For CGRBA, the communication overhead only involves data transmission among different PEs. If using a larger PE, multiple distributed PEs become a centralized single processor. Although communication overhead can be avoided, CGRBA cannot support the concurrent execution of multiple threads. However, a PE with too smaller granularity will lead to a sharp increase in communication overhead, which may even lead to the unsuccessful implementation of an algorithm due to insufficient interconnection resources. There is no communication delay between PEs in the same row, and one clock is consumed between PEs of adjacent rows.

Let 
$$\beta = \sum_{k=1}^{r-1} \beta_k = \frac{\alpha W}{\delta}$$
 be the total communication traf-

fic of *E*, *k* be the row spacing between PEs,  $\beta_k$  be the communication traffic between PEs with the row spacing *k*, *W* be the workload of *E*,  $\alpha$  be the ratio of communication traffic to workload, and  $t_b$  be the time of communication time among PEs located in different rows. And  $t_b$  can be modeled as Eq. (6).

$$t_b = \sum_{k=1}^{r-1} \left( \begin{array}{c} \beta_k \\ \beta \end{array} \right) \frac{\alpha W}{\delta} k \tag{6}$$

Compared to the other processors (e.g. multi-core processors and stream processors), the influence of configuration overhead  $t_c$  is particularly important for CGRBA. Without optimization schemes,  $t_c$  includes two parts: page switching (CRs' configuration changed from a CP to another) and configuration loading (load the configuration to configuration RAM from CM). When the amount of configuration information of E is greater than the capacity of a single CP and less than the sum of the capacity of all CPs, CP switching is required to execute a complete program. Let o be the average execution time (in clock cycles) of a single PE under a certain CP configuration. For program E, the number of CPs required can be expressed as  $[(W/\delta \cdot I \cdot o)]$ , and the switching times of CPs are  $[(W/\delta \cdot I \cdot o) - 1]$ . If the amount of E's configuration information exceeds the sum of the capacities of all CPs, the excessive configuration should be reconfigured from CM. The number of reconfigurations is  $[(W/\delta \cdot I \cdot o \cdot a) - 1]$ , where a represents the number of CPs. In summary,  $t_c$  is feasible to be modeled as Eq. (7), where  $t_{c1}$  is the switching overhead of CPs and  $t_{c2}$  is the overhead of loading the configuration of a single PE from CM to the configuration RAM.

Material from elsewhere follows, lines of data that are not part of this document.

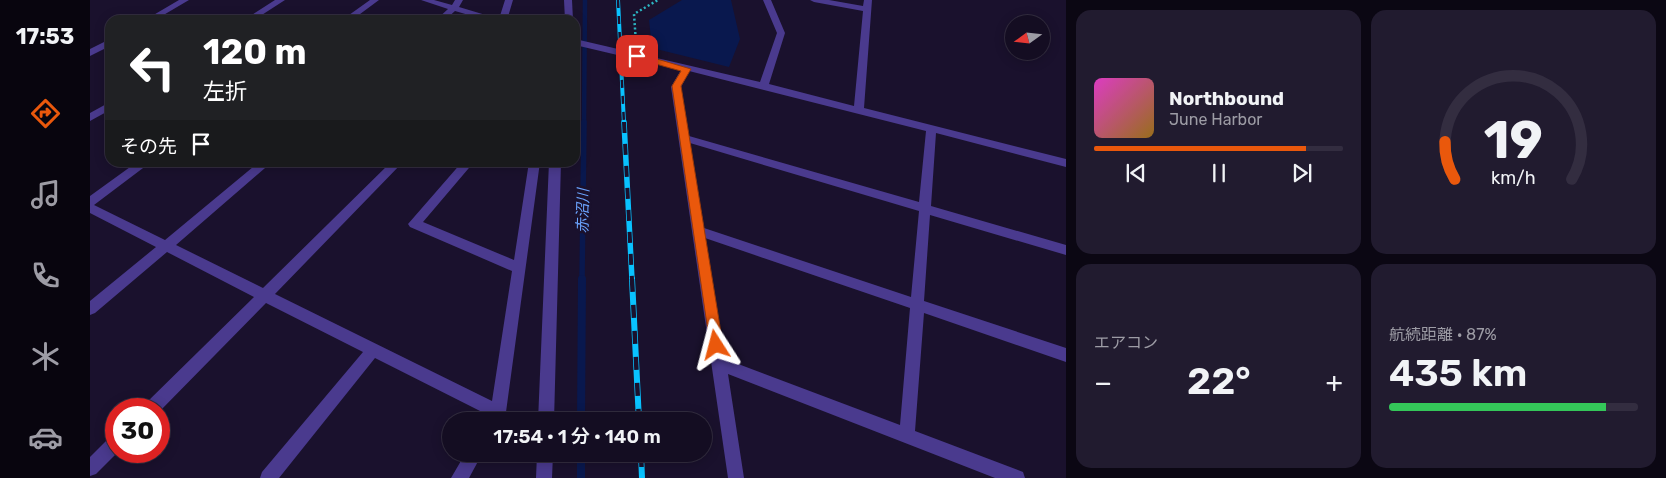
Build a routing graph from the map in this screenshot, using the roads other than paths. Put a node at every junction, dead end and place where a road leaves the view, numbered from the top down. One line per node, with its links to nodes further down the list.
1 (185, 0): 11 (street)
2 (281, 0): 12 (street)
3 (375, 0): 13 (street)
4 (425, 0): 9 (street)
5 (509, 0): 16 (street)
6 (568, 0): 17 (street)
7 (767, 0): 22 (street)
8 (814, 0): 10 (street)
9 (456, 4): 14 (street); 15 (street)
10 (868, 4): 24 (street)
11 (158, 15)
12 (256, 15)
13 (353, 15)
14 (445, 15)
15 (483, 15)
16 (504, 15)
17 (569, 15)
18 (580, 43): 21 (street)
19 (105, 45): 20 (street)
20 (90, 53)
21 (686, 69): 22 (street); 27 (street)
22 (764, 86): 24 (street)
23 (105, 109): 25 (street)
24 (859, 111): 26 (street)
25 (90, 118)
26 (931, 130): 28 (street); 37 (street)
27 (684, 138): 37 (street); 38 (street)
28 (1066, 163)
29 (139, 167): 35 (street)
30 (261, 167): 39 (street)
31 (393, 167): 42 (street)
32 (465, 167): 41 (street)
33 (534, 167): 41 (street)
34 (555, 167): 51 (street)
35 (90, 202)
36 (90, 208): 39 (street)
37 (925, 209): 40 (street); 43 (street)
38 (698, 231): 43 (street); 47 (street)
39 (166, 246): 42 (street); 44 (street)
40 (1066, 250)
41 (520, 268): 50 (street)
42 (266, 296): 45 (street); 48 (street)
43 (917, 305): 46 (street); 52 (street)
44 (90, 309)
45 (373, 350): 49 (street); 57 (street)
46 (1066, 355)
47 (719, 364): 52 (street); 60 (street)
48 (162, 398)
49 (487, 412)
50 (497, 412)
51 (546, 412)
52 (907, 436): 61 (street)
53 (105, 454): 56 (street)
54 (469, 462): 58 (street)
55 (545, 462): 59 (street)
56 (90, 468)
57 (268, 478)
58 (459, 478)
59 (544, 478)
60 (736, 478)
61 (1017, 478)

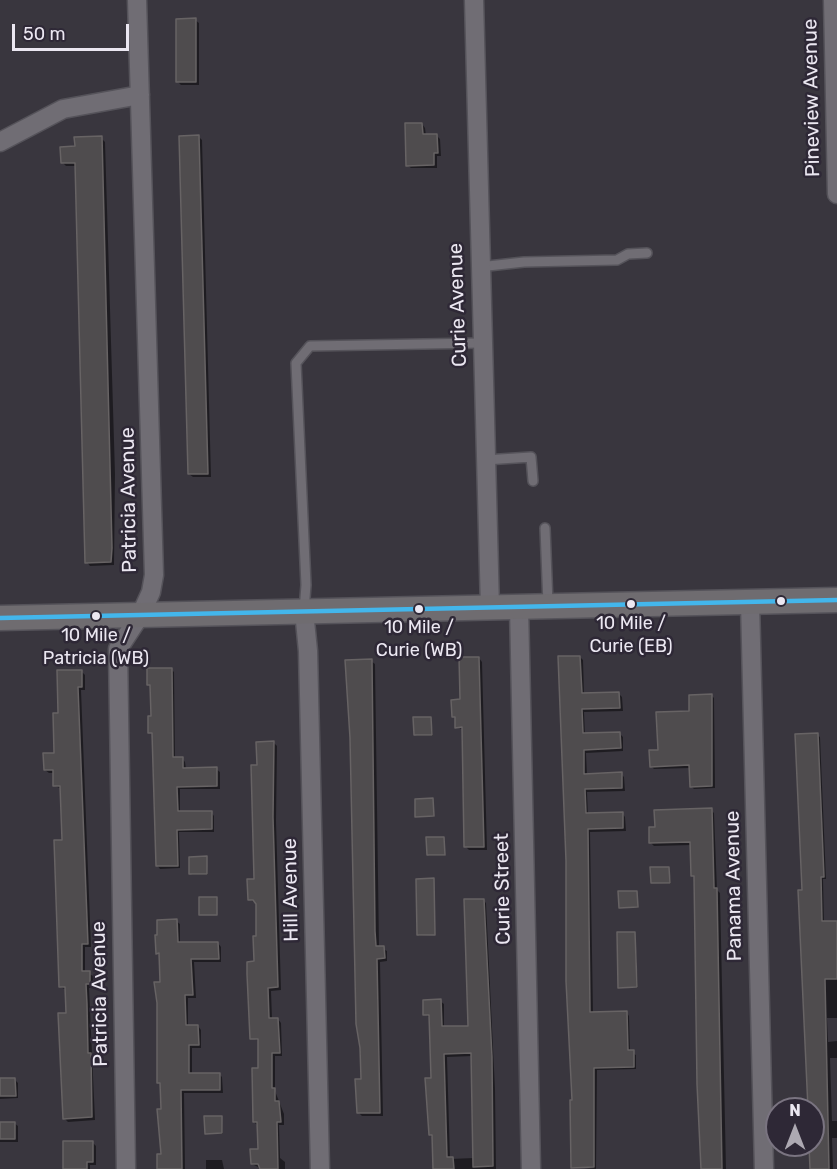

$$t_{c} = \left( \left\lceil \frac{W}{\delta \cdot I \cdot o} \right\rceil - 1 \right) t_{c1} + \left\lceil \frac{W}{\delta \cdot I \cdot o \cdot a} - 1 \right\rceil I. \ t_{c2}$$
(7)

Based on the above analysis, this paper establishes the CGRBA performance model by extending Amdahl's law, as shown in Eq. (8). Where W, l,  $\alpha$ ,  $\beta$ , p are the parameters corresponding to the block cipher algorithm.  $\delta$ , c, r, o, a are the structural parameters of CGRBA. Because the hardware structure of CGRBA is considered in the modeling, the performance model proposed is more accurate than Amdahl's law.

$$T = T_p + t_b + t_c$$

$$= \sum_{i=1}^{m} \sum_{n=1}^{t_m} \frac{w_i^n}{\delta \cdot i} \left( \left\lceil \frac{n}{i} p_4 \\ c \right\rceil \right\rceil \left\lceil \frac{n}{i} p_2 p_3 \\ r \right\rceil \left\lceil \frac{n}{i} p_1 l \\ I \right\rceil \right)$$

$$+ \sum_{k=1}^{r-1} \left( \frac{\beta_k}{\beta} \right) \frac{\alpha W}{\delta} k + \left( \left\lceil \frac{W}{\delta \cdot I \cdot o} \right\rceil - 1 \right) t_{c1}$$

$$+ \left\lceil \frac{W}{\delta \cdot I \cdot o \cdot a} - 1 \right\rceil I.t_{c2}$$
(8)

## 5. Experimental Results and Analysis

In this section, we first simulate the proposed performance model and analyze the simulation results. Then an integer nonlinear programming model towards CGRBA is proposed to solve the optimal parameters of the targeted platform. In addition, we build a hardware platform to verify the reliability of the performance model. And we finally analyze the portability of the proposed methods.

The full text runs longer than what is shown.